Segment Start: Recorded information

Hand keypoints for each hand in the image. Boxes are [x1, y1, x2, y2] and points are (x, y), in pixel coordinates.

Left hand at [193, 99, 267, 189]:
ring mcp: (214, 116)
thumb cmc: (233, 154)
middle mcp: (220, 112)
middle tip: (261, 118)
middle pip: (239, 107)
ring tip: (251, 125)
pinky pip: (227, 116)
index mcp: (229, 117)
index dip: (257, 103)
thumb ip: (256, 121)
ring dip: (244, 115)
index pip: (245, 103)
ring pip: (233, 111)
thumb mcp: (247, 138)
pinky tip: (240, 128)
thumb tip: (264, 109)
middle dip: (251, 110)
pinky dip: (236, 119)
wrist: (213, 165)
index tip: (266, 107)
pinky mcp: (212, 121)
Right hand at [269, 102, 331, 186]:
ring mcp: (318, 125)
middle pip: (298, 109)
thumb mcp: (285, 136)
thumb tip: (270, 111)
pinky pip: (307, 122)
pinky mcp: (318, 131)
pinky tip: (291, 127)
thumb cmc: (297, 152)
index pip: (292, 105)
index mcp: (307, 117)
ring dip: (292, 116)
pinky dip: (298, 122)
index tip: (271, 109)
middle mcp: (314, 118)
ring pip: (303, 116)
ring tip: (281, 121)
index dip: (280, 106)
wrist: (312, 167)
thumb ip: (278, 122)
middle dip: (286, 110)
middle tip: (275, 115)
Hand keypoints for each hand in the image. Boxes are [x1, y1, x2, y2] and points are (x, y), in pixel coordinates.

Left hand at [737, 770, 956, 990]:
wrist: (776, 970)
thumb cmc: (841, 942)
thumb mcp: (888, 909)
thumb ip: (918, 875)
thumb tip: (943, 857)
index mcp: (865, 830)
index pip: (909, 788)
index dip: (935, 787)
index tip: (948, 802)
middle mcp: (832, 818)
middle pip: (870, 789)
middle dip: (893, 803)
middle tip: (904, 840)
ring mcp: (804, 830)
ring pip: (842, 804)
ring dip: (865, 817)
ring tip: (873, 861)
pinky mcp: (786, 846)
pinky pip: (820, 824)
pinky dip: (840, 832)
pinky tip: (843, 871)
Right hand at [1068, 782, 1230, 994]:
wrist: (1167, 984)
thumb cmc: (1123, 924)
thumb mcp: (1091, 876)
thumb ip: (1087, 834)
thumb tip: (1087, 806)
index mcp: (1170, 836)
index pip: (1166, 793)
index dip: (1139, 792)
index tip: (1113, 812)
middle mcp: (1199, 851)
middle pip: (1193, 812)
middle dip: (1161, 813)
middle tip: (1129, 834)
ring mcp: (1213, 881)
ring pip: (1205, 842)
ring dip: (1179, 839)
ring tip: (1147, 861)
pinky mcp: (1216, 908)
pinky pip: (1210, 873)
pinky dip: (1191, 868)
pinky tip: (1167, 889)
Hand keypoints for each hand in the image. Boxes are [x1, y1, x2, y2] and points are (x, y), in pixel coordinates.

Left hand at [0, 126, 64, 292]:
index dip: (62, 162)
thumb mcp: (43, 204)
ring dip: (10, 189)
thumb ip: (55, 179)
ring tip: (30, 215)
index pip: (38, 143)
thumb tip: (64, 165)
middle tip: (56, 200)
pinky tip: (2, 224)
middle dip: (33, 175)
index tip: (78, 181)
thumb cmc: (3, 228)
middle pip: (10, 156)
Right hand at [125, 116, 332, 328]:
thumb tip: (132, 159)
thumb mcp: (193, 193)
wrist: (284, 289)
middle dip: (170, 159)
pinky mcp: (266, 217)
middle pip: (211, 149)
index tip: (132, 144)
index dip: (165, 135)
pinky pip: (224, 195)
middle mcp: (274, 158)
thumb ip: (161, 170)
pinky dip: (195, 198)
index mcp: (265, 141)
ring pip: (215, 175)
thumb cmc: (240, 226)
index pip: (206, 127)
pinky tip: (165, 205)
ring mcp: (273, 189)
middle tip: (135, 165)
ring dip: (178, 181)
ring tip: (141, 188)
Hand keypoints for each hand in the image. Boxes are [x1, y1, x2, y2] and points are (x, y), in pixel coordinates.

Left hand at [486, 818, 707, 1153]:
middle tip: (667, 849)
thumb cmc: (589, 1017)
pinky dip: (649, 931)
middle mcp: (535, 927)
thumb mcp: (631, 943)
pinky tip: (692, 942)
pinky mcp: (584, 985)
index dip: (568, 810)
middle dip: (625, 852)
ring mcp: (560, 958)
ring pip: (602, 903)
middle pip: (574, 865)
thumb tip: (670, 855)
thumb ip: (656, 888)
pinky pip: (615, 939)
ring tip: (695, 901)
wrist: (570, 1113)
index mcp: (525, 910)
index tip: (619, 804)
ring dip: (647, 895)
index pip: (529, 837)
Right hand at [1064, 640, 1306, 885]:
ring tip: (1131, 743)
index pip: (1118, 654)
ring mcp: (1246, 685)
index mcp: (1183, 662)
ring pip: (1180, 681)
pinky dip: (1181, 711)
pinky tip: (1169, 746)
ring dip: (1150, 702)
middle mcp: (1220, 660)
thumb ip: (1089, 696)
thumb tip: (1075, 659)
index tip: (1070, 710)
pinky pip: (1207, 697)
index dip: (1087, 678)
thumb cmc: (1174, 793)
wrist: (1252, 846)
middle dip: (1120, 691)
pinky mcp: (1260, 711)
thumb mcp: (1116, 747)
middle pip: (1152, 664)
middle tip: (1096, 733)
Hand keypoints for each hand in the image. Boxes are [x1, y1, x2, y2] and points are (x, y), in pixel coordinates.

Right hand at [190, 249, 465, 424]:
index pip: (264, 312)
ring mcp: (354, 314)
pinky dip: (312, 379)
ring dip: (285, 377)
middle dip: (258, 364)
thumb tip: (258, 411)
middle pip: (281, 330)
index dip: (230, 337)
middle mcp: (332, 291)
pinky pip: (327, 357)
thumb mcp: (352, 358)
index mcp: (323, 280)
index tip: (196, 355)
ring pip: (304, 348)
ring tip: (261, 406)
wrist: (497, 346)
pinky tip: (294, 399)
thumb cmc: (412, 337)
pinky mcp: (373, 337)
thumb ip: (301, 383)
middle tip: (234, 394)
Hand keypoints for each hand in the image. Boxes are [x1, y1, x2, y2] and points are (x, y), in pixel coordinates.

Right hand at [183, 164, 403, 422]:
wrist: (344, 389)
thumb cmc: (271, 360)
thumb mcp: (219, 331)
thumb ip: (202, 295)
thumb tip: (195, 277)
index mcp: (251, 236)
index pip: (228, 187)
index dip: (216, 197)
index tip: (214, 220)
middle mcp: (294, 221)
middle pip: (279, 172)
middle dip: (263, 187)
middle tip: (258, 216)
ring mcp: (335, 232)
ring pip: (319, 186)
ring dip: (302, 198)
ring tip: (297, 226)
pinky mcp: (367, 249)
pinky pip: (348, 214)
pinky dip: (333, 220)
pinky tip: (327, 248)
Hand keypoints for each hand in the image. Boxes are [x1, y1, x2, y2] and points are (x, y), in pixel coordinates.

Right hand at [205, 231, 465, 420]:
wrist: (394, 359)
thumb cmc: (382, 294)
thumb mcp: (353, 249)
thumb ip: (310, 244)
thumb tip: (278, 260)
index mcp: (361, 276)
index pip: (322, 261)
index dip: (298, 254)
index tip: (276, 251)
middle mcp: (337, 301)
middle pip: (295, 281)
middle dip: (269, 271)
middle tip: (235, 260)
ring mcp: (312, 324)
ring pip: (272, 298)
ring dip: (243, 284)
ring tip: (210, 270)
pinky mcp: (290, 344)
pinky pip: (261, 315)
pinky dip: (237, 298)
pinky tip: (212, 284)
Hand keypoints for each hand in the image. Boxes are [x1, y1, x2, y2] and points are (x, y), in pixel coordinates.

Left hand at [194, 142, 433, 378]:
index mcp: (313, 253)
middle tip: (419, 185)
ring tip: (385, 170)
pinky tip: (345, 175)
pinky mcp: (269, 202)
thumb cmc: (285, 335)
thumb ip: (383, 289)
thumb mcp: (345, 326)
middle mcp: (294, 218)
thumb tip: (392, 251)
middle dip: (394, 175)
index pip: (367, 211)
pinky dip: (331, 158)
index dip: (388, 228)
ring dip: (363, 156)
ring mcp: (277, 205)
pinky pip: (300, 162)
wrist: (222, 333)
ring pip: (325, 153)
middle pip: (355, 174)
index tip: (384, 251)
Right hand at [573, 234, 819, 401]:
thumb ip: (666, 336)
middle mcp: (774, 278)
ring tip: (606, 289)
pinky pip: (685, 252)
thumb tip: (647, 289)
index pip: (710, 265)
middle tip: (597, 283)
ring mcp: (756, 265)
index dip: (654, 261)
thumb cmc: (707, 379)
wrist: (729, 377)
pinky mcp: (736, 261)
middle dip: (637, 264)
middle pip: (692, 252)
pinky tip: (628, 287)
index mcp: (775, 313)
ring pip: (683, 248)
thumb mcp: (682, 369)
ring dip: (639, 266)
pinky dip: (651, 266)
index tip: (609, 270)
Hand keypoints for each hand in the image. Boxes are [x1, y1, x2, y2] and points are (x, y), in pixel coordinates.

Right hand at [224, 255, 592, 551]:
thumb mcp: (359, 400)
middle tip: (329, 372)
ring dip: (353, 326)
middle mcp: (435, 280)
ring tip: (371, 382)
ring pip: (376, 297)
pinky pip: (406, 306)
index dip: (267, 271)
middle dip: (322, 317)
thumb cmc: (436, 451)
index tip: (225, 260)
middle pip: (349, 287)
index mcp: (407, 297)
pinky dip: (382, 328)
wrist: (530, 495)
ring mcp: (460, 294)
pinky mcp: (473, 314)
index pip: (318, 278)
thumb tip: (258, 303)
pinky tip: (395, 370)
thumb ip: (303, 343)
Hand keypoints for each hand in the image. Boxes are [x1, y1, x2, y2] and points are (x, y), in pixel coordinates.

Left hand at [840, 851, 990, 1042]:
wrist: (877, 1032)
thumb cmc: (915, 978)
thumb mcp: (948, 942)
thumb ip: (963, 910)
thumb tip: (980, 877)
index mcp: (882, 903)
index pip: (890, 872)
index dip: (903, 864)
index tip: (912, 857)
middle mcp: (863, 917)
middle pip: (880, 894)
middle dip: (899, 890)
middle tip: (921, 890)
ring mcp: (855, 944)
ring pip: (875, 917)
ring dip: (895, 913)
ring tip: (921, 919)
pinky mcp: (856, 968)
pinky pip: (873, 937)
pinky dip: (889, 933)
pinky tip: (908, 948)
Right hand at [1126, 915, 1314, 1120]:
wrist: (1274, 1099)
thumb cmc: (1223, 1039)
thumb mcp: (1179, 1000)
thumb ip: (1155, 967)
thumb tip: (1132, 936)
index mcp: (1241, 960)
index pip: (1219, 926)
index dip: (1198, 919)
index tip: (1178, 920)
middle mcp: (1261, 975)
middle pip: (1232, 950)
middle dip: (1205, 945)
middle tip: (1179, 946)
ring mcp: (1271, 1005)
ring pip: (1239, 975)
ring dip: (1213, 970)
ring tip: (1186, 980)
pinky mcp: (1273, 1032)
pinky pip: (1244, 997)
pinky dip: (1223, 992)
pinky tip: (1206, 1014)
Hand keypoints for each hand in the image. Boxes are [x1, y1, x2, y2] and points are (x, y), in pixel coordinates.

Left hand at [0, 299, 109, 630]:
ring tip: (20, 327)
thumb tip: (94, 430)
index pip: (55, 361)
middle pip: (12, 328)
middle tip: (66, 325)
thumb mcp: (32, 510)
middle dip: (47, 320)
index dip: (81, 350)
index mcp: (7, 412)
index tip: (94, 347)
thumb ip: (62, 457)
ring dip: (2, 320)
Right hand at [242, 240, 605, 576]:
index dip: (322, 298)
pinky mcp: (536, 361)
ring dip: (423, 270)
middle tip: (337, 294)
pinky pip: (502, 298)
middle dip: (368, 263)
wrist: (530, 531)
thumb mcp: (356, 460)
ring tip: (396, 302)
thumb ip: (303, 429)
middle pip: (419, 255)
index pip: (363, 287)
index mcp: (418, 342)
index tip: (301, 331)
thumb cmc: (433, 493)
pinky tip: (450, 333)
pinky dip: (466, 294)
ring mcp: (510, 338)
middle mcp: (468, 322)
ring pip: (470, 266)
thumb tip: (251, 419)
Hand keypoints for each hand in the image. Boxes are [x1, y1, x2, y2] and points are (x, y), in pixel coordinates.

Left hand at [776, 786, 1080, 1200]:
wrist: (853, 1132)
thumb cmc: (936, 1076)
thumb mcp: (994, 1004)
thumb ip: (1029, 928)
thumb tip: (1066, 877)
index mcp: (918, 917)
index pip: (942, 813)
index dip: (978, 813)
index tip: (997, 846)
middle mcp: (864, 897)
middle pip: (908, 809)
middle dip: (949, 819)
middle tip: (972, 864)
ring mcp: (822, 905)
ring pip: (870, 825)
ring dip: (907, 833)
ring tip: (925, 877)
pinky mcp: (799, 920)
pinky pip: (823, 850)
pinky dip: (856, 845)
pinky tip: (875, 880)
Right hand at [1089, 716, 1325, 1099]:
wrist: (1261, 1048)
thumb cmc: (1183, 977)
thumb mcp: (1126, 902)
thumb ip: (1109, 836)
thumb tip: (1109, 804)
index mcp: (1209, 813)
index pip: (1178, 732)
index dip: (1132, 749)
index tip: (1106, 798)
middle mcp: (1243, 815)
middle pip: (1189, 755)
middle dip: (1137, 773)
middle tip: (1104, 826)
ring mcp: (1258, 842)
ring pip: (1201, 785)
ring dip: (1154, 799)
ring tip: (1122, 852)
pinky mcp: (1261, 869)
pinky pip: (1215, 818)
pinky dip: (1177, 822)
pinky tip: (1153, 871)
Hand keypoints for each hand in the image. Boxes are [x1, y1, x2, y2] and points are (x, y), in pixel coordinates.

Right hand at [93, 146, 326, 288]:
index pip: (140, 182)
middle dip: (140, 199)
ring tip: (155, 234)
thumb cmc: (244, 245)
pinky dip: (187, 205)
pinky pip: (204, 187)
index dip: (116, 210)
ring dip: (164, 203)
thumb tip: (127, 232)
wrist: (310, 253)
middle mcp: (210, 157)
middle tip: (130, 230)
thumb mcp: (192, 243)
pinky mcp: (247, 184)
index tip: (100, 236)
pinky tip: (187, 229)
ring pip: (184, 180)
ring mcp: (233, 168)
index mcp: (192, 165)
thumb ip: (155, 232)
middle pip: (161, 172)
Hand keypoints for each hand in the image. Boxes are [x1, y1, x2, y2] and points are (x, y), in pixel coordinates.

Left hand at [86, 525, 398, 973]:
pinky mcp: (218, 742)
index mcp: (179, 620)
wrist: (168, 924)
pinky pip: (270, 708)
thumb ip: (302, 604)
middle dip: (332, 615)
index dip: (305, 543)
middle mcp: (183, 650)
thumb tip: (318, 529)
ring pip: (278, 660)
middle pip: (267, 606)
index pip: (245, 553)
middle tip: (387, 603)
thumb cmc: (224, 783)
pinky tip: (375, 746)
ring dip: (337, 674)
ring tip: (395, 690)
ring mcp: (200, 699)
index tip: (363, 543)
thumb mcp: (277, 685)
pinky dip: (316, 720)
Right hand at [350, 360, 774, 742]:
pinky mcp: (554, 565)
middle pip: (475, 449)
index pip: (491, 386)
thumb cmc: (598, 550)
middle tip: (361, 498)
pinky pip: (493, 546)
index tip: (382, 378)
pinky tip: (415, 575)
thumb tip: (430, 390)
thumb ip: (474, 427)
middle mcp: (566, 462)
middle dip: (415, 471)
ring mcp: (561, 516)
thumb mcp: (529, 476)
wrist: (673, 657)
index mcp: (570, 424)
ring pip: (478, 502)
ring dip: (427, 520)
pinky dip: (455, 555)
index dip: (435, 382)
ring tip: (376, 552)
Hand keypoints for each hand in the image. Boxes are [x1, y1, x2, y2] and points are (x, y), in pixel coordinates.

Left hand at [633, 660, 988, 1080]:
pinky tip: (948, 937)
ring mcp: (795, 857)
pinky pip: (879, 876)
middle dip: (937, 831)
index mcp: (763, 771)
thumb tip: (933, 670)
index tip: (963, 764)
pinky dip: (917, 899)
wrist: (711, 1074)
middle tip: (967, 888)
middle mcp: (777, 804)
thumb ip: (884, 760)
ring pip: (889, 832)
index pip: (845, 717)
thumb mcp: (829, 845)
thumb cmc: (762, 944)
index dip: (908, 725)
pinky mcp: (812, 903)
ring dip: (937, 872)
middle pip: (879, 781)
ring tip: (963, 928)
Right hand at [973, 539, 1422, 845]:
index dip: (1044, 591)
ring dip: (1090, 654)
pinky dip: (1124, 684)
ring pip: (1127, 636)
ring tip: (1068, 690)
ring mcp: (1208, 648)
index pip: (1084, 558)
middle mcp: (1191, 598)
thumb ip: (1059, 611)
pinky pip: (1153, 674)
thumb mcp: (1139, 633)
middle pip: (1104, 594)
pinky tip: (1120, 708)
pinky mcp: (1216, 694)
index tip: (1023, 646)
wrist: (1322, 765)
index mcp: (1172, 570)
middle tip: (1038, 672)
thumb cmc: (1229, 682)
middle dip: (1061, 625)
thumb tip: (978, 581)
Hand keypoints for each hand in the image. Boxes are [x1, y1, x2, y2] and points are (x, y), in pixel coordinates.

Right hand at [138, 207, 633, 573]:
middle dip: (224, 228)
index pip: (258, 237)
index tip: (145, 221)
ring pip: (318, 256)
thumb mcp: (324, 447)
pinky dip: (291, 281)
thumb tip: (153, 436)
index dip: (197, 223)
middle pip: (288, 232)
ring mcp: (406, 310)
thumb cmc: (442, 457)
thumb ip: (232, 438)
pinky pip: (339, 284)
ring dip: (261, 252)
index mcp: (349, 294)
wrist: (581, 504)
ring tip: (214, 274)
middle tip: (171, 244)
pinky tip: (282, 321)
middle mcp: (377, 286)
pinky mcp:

Segment End: Recorded information

▶ What is needed
Retype the listing from its first line onward, stopping after the line that contains "ring dip: (292, 116)" has been retyped in full.

▶ Solution
Hand keypoints for each hand in the image. Boxes are [x1, y1, x2, y2] and points are (x, y), in pixel coordinates.

Left hand at [193, 99, 267, 189]:
ring mcp: (214, 116)
thumb cmc: (233, 154)
middle mcp: (220, 112)
middle tip: (261, 118)
middle pip: (239, 107)
ring tip: (251, 125)
pinky pip: (227, 116)
index mcp: (229, 117)
index dip: (257, 103)
thumb ip: (256, 121)
ring dip: (244, 115)
index pip: (245, 103)
ring pip: (233, 111)
thumb mcp: (247, 138)
pinky tip: (240, 128)
thumb tip: (264, 109)
middle dip: (251, 110)
pinky dip: (236, 119)
wrist: (213, 165)
index tip: (266, 107)
pinky mcp: (212, 121)
Right hand at [269, 102, 331, 186]:
ring mcp: (318, 125)
middle pip: (298, 109)
thumb mcp: (285, 136)
thumb tip: (270, 111)
pinky pip: (307, 122)
pinky mcp: (318, 131)
pinky tip: (291, 127)
thumb cmc: (297, 152)
index pip: (292, 105)
index mcp: (307, 117)
ring dip: (292, 116)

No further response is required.